Reputation: 11
I have a very large dataframe with a multiindex. I need to pass one column to C to do an operation quickly. For this operation, I need to know where the multiindex changes values. Since this is a large dataframe, I don't want to iterate over the rows or index within python. A small example:
import numpy as np
import pandas as pd
a = np.array([['bar', 'one', 0, 0],
['bar', 'two', 1, 2],
['bar', 'one', 2, 4],
['bar', 'two', 3, 6],
['foo', 'one', 4, 8],
['foo', 'two', 5, 10],
['bar', 'one', 6, 12],
['bar', 'two', 7, 14]], dtype=object)
df = pd.DataFrame(a, columns=['ix0', 'ix1', 'cd0', 'cd1'])
df.sort_values(['ix0', 'ix1'], inplace=True)
df.set_index(['ix0', 'ix1'], inplace=True)
The dataframe looks like this:
In [7]: df
Out[7]:
cd0 cd1
ix0 ix1
bar one 0 0
one 2 4
one 6 12
two 1 2
two 3 6
two 7 14
foo one 4 8
two 5 10
Now I want an array or list that shows where the values in the multiindex change. I.e., the integer index where (bar, one) changes to (bar, two), (bar, two) changes to (foo, one), etc.
To be able to build the hierarchical output, it seems that this data must exist in the index.

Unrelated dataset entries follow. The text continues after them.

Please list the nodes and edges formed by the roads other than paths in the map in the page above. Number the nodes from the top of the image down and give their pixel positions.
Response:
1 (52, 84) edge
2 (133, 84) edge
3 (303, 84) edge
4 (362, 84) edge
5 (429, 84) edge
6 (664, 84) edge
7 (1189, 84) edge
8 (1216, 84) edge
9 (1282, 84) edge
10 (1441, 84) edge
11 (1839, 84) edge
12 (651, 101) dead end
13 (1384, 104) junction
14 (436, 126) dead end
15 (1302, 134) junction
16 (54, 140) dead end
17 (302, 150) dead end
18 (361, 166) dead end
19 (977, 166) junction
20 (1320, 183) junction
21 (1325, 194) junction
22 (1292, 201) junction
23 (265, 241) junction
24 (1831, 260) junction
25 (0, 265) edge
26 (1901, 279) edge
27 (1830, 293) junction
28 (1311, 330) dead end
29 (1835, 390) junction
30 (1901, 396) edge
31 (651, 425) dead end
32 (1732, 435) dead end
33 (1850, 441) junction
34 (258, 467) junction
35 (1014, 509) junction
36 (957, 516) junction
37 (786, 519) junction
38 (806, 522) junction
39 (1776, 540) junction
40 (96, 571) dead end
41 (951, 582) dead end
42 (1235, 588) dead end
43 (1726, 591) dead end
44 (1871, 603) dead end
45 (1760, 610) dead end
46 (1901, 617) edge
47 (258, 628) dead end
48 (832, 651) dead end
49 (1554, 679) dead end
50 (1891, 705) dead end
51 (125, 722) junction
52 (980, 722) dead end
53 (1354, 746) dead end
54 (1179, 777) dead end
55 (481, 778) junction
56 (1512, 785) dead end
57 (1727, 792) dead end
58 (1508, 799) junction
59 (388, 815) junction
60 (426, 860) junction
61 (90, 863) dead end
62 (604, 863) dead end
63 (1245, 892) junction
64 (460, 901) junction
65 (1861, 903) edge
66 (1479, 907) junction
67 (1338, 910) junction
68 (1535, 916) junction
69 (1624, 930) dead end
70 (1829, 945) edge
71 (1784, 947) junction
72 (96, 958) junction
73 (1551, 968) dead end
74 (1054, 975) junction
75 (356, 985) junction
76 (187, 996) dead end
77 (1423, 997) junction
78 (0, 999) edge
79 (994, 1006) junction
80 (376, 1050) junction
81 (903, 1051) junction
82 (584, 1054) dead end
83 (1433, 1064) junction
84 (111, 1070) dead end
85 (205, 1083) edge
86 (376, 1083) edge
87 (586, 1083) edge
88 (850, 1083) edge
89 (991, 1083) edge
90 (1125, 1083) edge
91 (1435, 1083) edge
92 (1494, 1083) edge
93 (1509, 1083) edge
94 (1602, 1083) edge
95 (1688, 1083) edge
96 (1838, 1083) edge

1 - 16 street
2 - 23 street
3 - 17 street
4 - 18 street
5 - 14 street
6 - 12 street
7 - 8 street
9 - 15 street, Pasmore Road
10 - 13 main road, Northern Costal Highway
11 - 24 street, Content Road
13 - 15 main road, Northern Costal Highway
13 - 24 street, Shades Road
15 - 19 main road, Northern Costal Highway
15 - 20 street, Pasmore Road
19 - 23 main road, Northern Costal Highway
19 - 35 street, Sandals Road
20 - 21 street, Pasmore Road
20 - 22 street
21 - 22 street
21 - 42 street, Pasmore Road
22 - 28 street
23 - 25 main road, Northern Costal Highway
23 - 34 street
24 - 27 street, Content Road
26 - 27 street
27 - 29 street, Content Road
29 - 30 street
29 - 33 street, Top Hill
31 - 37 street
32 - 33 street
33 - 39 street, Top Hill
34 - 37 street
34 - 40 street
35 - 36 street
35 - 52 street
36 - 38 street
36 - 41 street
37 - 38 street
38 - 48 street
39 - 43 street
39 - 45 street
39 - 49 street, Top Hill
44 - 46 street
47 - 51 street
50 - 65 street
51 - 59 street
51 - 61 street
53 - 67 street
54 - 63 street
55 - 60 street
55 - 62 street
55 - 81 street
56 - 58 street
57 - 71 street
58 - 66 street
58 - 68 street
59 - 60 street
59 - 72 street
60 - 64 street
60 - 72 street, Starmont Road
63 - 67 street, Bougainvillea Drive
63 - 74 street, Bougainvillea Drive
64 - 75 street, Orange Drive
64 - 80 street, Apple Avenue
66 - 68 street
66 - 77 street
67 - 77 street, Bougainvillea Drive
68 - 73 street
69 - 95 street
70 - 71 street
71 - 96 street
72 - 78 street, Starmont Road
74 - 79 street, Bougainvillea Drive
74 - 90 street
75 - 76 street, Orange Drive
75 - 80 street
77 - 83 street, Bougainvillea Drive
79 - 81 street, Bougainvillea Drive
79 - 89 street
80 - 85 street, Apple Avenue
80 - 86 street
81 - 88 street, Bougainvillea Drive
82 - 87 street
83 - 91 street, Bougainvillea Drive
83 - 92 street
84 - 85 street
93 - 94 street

Is there a way to get to it?
The example output I'm looking for would be: [0, 3, 6, 7].
Thanks
Upvotes: 1
Views: 300
Reputation: 879661
You could use np.unique
with return_index=True
:
In [69]: uniques, indices = np.unique(df.index, return_index=True)
In [70]: indices
Out[70]: array([0, 3, 6, 7])
Upvotes: 1